The Failed Anti-Incontinence Mechanism: A Flap Valve or Cecal Wrap for Surgical Reconstruction

Abstract
Purpose: On a long-term basis patients with continent urinary diversions may have an acceptable number of complications, such as urinary incontinence. We report on a new surgical technique for treatment of the incompetent anti-incontinence segment. Materials and Methods: Seven patients presented with a large capacity, low pressure reservoir and an incompetent anti-incontinence mechanism.
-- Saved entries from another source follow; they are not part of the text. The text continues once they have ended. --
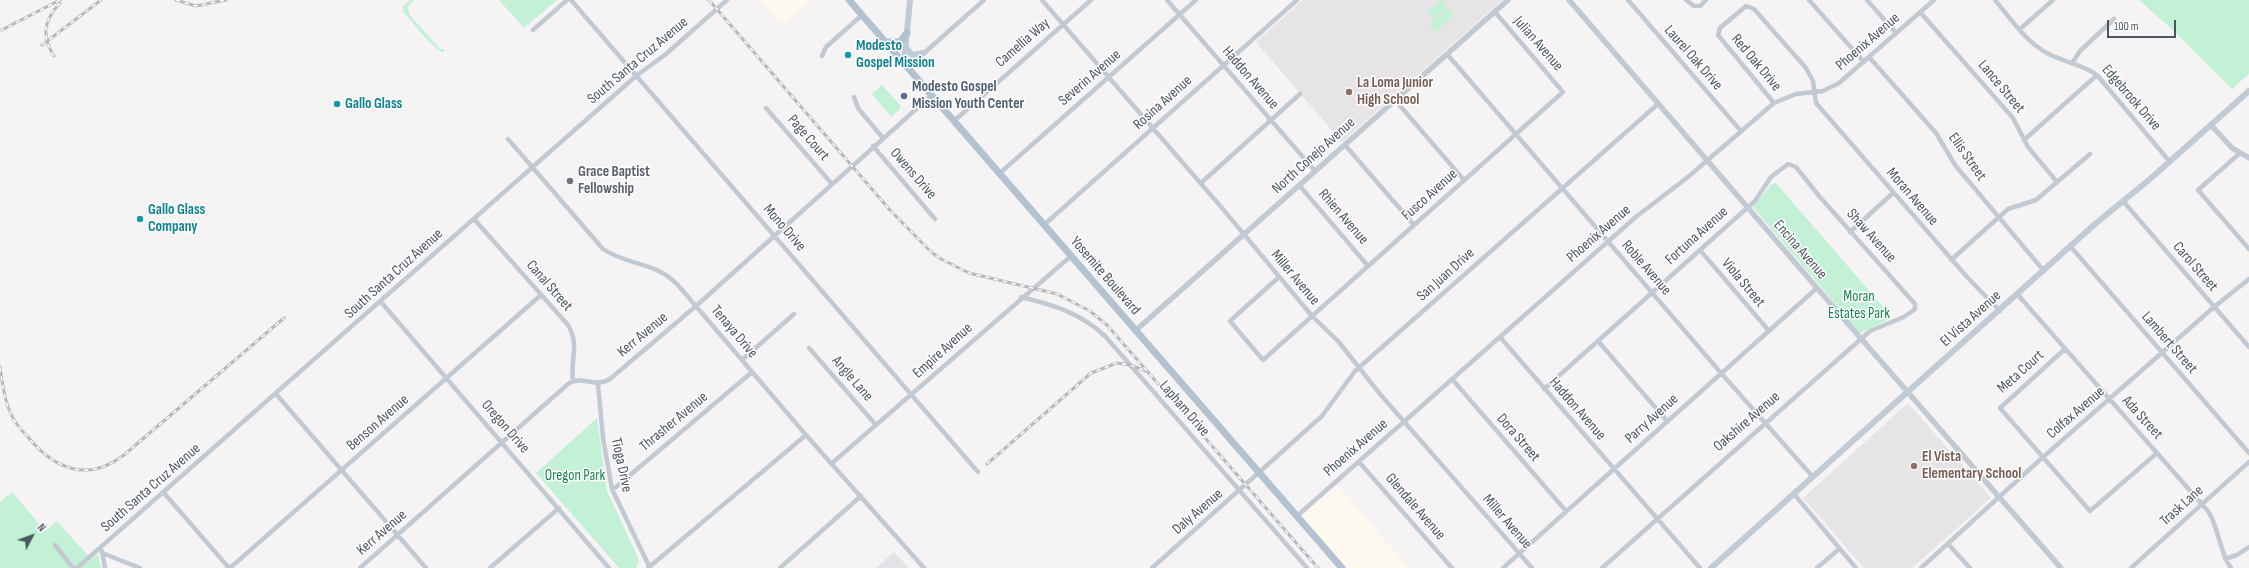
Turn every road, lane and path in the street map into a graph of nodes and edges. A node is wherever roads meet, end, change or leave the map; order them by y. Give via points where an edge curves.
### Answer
1 (567, 0) edge
2 (571, 0) edge
3 (727, 0) edge
4 (849, 0) edge
5 (910, 0) edge
6 (984, 0) edge
7 (1042, 0) edge
8 (1091, 0) edge
9 (1167, 0) edge
10 (1196, 0) edge
11 (1297, 0) edge
12 (1508, 0) edge
13 (1569, 0) edge
14 (1628, 0) edge
15 (1686, 0) edge
16 (1706, 0) edge
17 (1809, 0) edge
18 (1867, 0) edge
19 (1934, 0) edge
20 (1995, 0) edge
21 (2052, 0) edge
22 (1749, 6) joint
23 (1495, 12) junction
24 (1920, 12) junction
25 (1179, 14) junction
26 (862, 16) junction
27 (2114, 20) dead end
28 (1063, 24) junction
29 (2020, 28) junction
30 (533, 30) dead end
31 (907, 33) junction
32 (1896, 33) junction
33 (886, 42) junction
34 (905, 46) junction
35 (924, 53) junction
36 (1447, 54) junction
37 (822, 56) dead end
38 (1869, 57) junction
39 (1864, 62) junction
40 (2073, 62) junction
41 (904, 64) junction
42 (1224, 65) junction
43 (2097, 75) junction
44 (636, 76) junction
45 (1109, 77) junction
46 (2249, 91) edge
47 (1564, 92) joint
48 (1815, 93) junction
49 (1300, 94) dead end
50 (932, 95) junction
51 (854, 97) dead end
52 (1395, 100) junction
53 (1774, 103) junction
54 (1658, 104) junction
55 (766, 108) dead end
56 (1271, 120) junction
57 (954, 121) junction
58 (2211, 125) junction
59 (1153, 128) junction
60 (1740, 131) junction
61 (1516, 134) junction
62 (882, 137) junction
63 (508, 139) dead end
64 (2024, 140) junction
65 (1345, 144) junction
66 (872, 146) junction
67 (2240, 153) junction
68 (2090, 154) dead end
69 (2249, 158) edge
70 (1707, 160) junction
71 (2170, 162) junction
72 (532, 167) junction
73 (1315, 171) junction
74 (1000, 174) junction
75 (1464, 180) junction
76 (1201, 182) junction
77 (1808, 182) joint
78 (2057, 182) junction
79 (832, 184) junction
80 (1299, 185) junction
81 (1562, 188) junction
82 (1893, 193) junction
83 (2123, 201) junction
84 (1748, 208) junction
85 (1998, 217) junction
86 (474, 219) junction
87 (935, 219) dead end
88 (1045, 224) junction
89 (1414, 225) junction
90 (1850, 232) junction
91 (1244, 234) junction
92 (774, 236) junction
93 (1608, 242) junction
94 (2071, 247) junction
95 (2249, 249) edge
96 (1700, 250) junction
97 (1071, 256) junction
98 (1951, 260) junction
99 (1368, 266) junction
100 (2044, 271) junction
101 (1279, 277) junction
102 (2249, 279) edge
103 (1817, 288) junction
104 (1652, 293) junction
105 (541, 295) junction
106 (2018, 295) junction
107 (1021, 297) junction
108 (381, 302) junction
109 (696, 306) junction
110 (1915, 307) joint
111 (2214, 307) junction
112 (2000, 311) junction
113 (794, 314) dead end
114 (1312, 316) junction
115 (1135, 330) junction
116 (1768, 331) junction
117 (1500, 337) junction
118 (1862, 339) junction
119 (1598, 341) junction
120 (809, 348) dead end
121 (2249, 348) edge
122 (2065, 349) junction
123 (2162, 353) junction
124 (742, 360) junction
125 (1359, 368) junction
126 (752, 372) junction
127 (1721, 374) junction
128 (448, 378) junction
129 (1452, 379) junction
130 (573, 381) junction
131 (598, 384) junction
132 (1544, 389) junction
133 (1908, 393) junction
134 (276, 394) junction
135 (912, 394) junction
136 (2109, 400) junction
137 (1667, 421) junction
138 (1404, 422) junction
139 (1765, 422) junction
140 (876, 425) junction
141 (806, 435) junction
142 (502, 442) junction
143 (2157, 453) junction
144 (2249, 453) edge
145 (2042, 458) junction
146 (1359, 462) junction
147 (2249, 462) edge
148 (831, 464) junction
149 (1614, 469) junction
150 (342, 470) junction
151 (978, 472) dead end
152 (1258, 472) junction
153 (1812, 477) junction
154 (612, 489) junction
155 (1240, 491) junction
156 (164, 493) junction
157 (1794, 494) junction
158 (860, 496) junction
159 (2000, 498) junction
160 (2202, 505) junction
161 (559, 508) junction
162 (1566, 511) junction
163 (1297, 516) junction
164 (1656, 519) junction
165 (398, 535) junction
166 (1948, 544) junction
167 (55, 545) dead end
168 (2249, 547) edge
169 (1839, 548) junction
170 (102, 550) junction
171 (1519, 553) junction
172 (2225, 559) junction
173 (73, 568) edge
174 (77, 568) edge
175 (105, 568) edge
176 (140, 568) edge
177 (230, 568) edge
178 (360, 568) edge
179 (426, 568) edge
180 (490, 568) edge
181 (610, 568) edge
182 (649, 568) edge
183 (780, 568) edge
184 (924, 568) edge
185 (1152, 568) edge
186 (1307, 568) edge
187 (1342, 568) edge
188 (1452, 568) edge
189 (1503, 568) edge
190 (1532, 568) edge
191 (1602, 568) edge
192 (1700, 568) edge
193 (1711, 568) edge
194 (1817, 568) edge
195 (1856, 568) edge
196 (1921, 568) edge
197 (1970, 568) edge
198 (2061, 568) edge
199 (2131, 568) edge
200 (2231, 568) edge

1 - 30 street
2 - 44 street, Mono Drive
3 - 44 street, South Santa Cruz Avenue via 666,54
4 - 26 main road, Yosemite Boulevard
5 - 31 main road
6 - 35 street
7 - 28 street, Miller Avenue
8 - 28 street, Camellia Way
9 - 25 street, Haddon Avenue
10 - 25 street, Severin Avenue
11 - 42 street, Rosina Avenue
12 - 23 street, North Conejo Avenue
13 - 54 street, Encina Avenue
14 - 60 street, Laurel Oak Drive
15 - 16 street via 1694,6 1700,6
17 - 39 street
18 - 32 street
19 - 24 street, Phoenix Avenue
20 - 29 street, Edgebrook Drive
21 - 29 street
22 - 48 street, Moran Avenue via 1806,68 1813,81
22 - 53 street, Red Oak Drive via 1744,7 1720,28 1718,35
23 - 36 street, North Conejo Avenue
23 - 47 street, Julian Avenue
24 - 32 street, Phoenix Avenue
24 - 64 street, Lance Street via 2013,118
25 - 42 street, Haddon Avenue
25 - 45 street, Severin Avenue
26 - 33 main road, Yosemite Boulevard
26 - 37 street via 826,47
27 - 40 street via 2080,51
28 - 45 street, Miller Avenue
28 - 57 street, Camellia Way
29 - 40 street, Edgebrook Drive via 2046,53
31 - 33 main road via 900,42
31 - 34 main road
32 - 38 street, Phoenix Avenue
33 - 41 main road, Yosemite Boulevard
34 - 35 main road via 912,56
34 - 41 main road
35 - 41 street via 914,61
36 - 52 street, North Conejo Avenue
36 - 61 street, Roble Avenue
38 - 39 street, Phoenix Avenue
38 - 85 street, Ellis Street via 1936,133 1955,165
39 - 48 street, Phoenix Avenue via 1839,83
40 - 43 street, Edgebrook Drive
41 - 50 main road, Yosemite Boulevard
42 - 56 street, Haddon Avenue
42 - 59 street, Rosina Avenue
43 - 64 street
43 - 71 street, Edgebrook Drive
44 - 72 street, South Santa Cruz Avenue
44 - 92 street, Mono Drive
45 - 59 street, Miller Avenue
45 - 74 street, Severin Avenue
46 - 58 main road, El Vista Avenue
47 - 61 street, Fusco Avenue
48 - 53 street, Phoenix Avenue via 1796,94
48 - 82 street, Moran Avenue via 1816,103
49 - 56 street
50 - 57 main road, Yosemite Boulevard
50 - 62 street, Kerr Avenue
51 - 62 street via 858,108
52 - 65 street, North Conejo Avenue
52 - 75 street
53 - 60 street, Phoenix Avenue
54 - 70 street, Encina Avenue
54 - 81 street, San Juan Drive
55 - 79 street, Page Court
56 - 73 street, Haddon Avenue
56 - 76 street
57 - 74 main road, Yosemite Boulevard
58 - 67 street
58 - 71 main road, El Vista Avenue
59 - 76 street, Miller Avenue
59 - 88 street, Rosina Avenue
60 - 70 street, Phoenix Avenue
61 - 75 street, Fusco Avenue
61 - 81 street, Roble Avenue
62 - 66 street, Kerr Avenue
63 - 72 street, Tenaya Drive
64 - 78 street, Lance Street
65 - 73 street, North Conejo Avenue
65 - 89 street
66 - 79 street, Kerr Avenue
66 - 87 street, Owens Drive
67 - 69 street
67 - 95 street via 2198,190
68 - 78 street
70 - 84 street, Encina Avenue
70 - 93 street, Phoenix Avenue
71 - 83 main road, El Vista Avenue
72 - 86 street, South Santa Cruz Avenue
72 - 109 street, Tenaya Drive via 603,249 622,259 664,272
73 - 80 street, North Conejo Avenue
74 - 88 main road, Yosemite Boulevard
75 - 89 street, Fusco Avenue
76 - 91 street, Miller Avenue
77 - 84 street, Fortuna Avenue via 1796,167 1791,164 1785,165 1772,177
77 - 90 street, Shaw Avenue
78 - 85 street via 2032,202 2014,206
79 - 92 street, Kerr Avenue
80 - 91 street, North Conejo Avenue
80 - 99 street, Rhien Avenue
81 - 93 street, Roble Avenue
81 - 125 street, San Juan Drive
82 - 90 street
82 - 98 street, Moran Avenue
83 - 94 main road, El Vista Avenue
83 - 111 street, Carol Street
84 - 96 street, Fortuna Avenue
84 - 103 street, Encina Avenue
85 - 98 street
85 - 100 street, Ellis Street
86 - 105 street, Canal Street
86 - 108 street, South Santa Cruz Avenue
88 - 97 main road, Yosemite Boulevard
89 - 99 street, Fusco Avenue
90 - 110 street, Shaw Avenue via 1914,302
91 - 101 street, Miller Avenue
91 - 115 street, North Conejo Avenue
92 - 109 street, Kerr Avenue
92 - 135 street, Mono Drive
93 - 104 street, Roble Avenue
93 - 117 street, Phoenix Avenue
94 - 100 main road, El Vista Avenue
94 - 123 street, Lambert Street
96 - 104 street, Fortuna Avenue
96 - 116 street, Viola Street
97 - 107 street, Empire Avenue
97 - 115 main road, Yosemite Boulevard
98 - 112 street, Moran Avenue
99 - 114 street, Fusco Avenue
100 - 106 main road, El Vista Avenue
101 - 114 street, Miller Avenue
101 - 114 street, Fusco Avenue via 1230,321 1263,360
102 - 111 street, Colfax Avenue
103 - 116 street, Parry Avenue
103 - 118 street, Encina Avenue
104 - 119 street, Fortuna Avenue
104 - 127 street, Roble Avenue
105 - 128 street, Benson Avenue
105 - 130 street, Canal Street via 568,325 574,338
106 - 112 main road, El Vista Avenue
106 - 122 street, Ada Street
107 - 135 street, Empire Avenue
107 - 155 street, Lapham Drive via 1065,309 1095,328
108 - 128 street, Oregon Drive
108 - 134 street, South Santa Cruz Avenue
109 - 124 street, Tenaya Drive
109 - 131 street, Kerr Avenue via 610,379
110 - 118 street, Oakshire Avenue via 1910,314 1881,325
111 - 121 street, Carol Street
111 - 123 street, Colfax Avenue
112 - 133 main road, El Vista Avenue
113 - 124 street
114 - 125 street, Miller Avenue via 1338,340
115 - 152 main road, Yosemite Boulevard
116 - 127 street, Parry Avenue
117 - 129 street, Phoenix Avenue
117 - 132 street, Haddon Avenue
118 - 133 street, Encina Avenue
118 - 139 street, Oakshire Avenue
119 - 132 street, Fortuna Avenue
119 - 137 street
120 - 140 street, Angle Lane
122 - 136 street, Ada Street
122 - 145 street, Meta Court via 2000,408
123 - 136 street, Colfax Avenue
123 - 144 street, Lambert Street
124 - 126 street, Tenaya Drive
125 - 138 street, Miller Avenue
125 - 152 street, San Juan Drive via 1322,416
126 - 141 street, Tenaya Drive
126 - 154 street, Thrasher Avenue
127 - 137 street, Parry Avenue
127 - 139 street, Roble Avenue
128 - 142 street, Oregon Drive
128 - 150 street, Benson Avenue
129 - 138 street, Phoenix Avenue
129 - 162 street, Dora Street
130 - 131 street
130 - 142 street, Kerr Avenue
131 - 154 street, Tioga Drive via 603,438
132 - 149 street, Haddon Avenue
133 - 153 main road, El Vista Avenue
133 - 159 street, Encina Avenue
134 - 150 street
134 - 156 street, South Santa Cruz Avenue
135 - 140 street, Empire Avenue
135 - 151 street, Mono Drive
136 - 143 street, Ada Street
136 - 145 street, Colfax Avenue
137 - 149 street, Parry Avenue
138 - 146 street, Phoenix Avenue
138 - 171 street, Miller Avenue
139 - 153 street, Roble Avenue
139 - 164 street, Oakshire Avenue
140 - 148 street, Empire Avenue
141 - 148 street, Tenaya Drive
141 - 182 street
142 - 161 street, Oregon Drive
142 - 165 street, Kerr Avenue
143 - 145 street, Meta Court via 2090,511
143 - 160 street, Ada Street
145 - 159 street, Colfax Avenue
146 - 163 street, Phoenix Avenue
146 - 188 street, Glendale Avenue
147 - 160 street, Trask Lane
148 - 158 street, Tenaya Drive
149 - 162 street, Parry Avenue
149 - 164 street, Haddon Avenue
150 - 165 street
150 - 177 street, Benson Avenue
152 - 155 street, Daly Avenue
152 - 163 main road, Yosemite Boulevard
153 - 157 main road, El Vista Avenue
154 - 182 street, Tioga Drive
155 - 185 street, Daly Avenue
155 - 186 street, Lapham Drive
156 - 170 street, South Santa Cruz Avenue
156 - 177 street
157 - 169 street
157 - 193 main road, El Vista Avenue
158 - 183 street
158 - 184 street, Tenaya Drive
159 - 166 street, Colfax Avenue
159 - 198 street, Encina Avenue
160 - 172 street, Ada Street via 2215,525
160 - 199 street, Trask Lane
161 - 180 street
161 - 181 street, Oregon Drive
162 - 171 street, Parry Avenue
163 - 187 main road, Yosemite Boulevard
164 - 191 street, Oakshire Avenue
164 - 192 street, Haddon Avenue
165 - 178 street, Kerr Avenue
165 - 179 street
166 - 196 street, Colfax Avenue
166 - 197 street
167 - 173 street
168 - 172 street
169 - 194 street
169 - 195 street
170 - 174 street, South Santa Cruz Avenue
170 - 175 street
170 - 176 street
171 - 189 street, Parry Avenue
171 - 190 street, Miller Avenue
172 - 200 street, Ada Street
The original anti-incontinence mechanism consisted of an intussuscepted reimplanted appendix (Mitrofanoff) in 2 patients, tapered ileum and reinforced ileocecal valve in 3, and tapered and reimplanted ileal segment in 2. Surgical reconstruction involved 2 stages: stage 1-lengthening and tubularizing the cecum with the anti-incontinence segment and stage 2-creation of the flap valve mechanism. Stage 2 required intraoperative modification when abundant peri-reservoir fibrosis, a thin-walled reservoir (cecal wrap) or an excessive thickened mesentery was encountered. Results: After a mean followup of 7 months 6 of 7 patients performed catheterization every 4 hours and were continent. Several patients required a concomitant procedure with the incontinence revision. Conclusions: We describe a 2-stage technique for correction of a variety of untoward anatomical conditions related to a failed anti-incontinence segment with continent urinary reservoirs. Concomitant repair of other coexisting structural abnormalities related to the continent reservoir may also be necessary.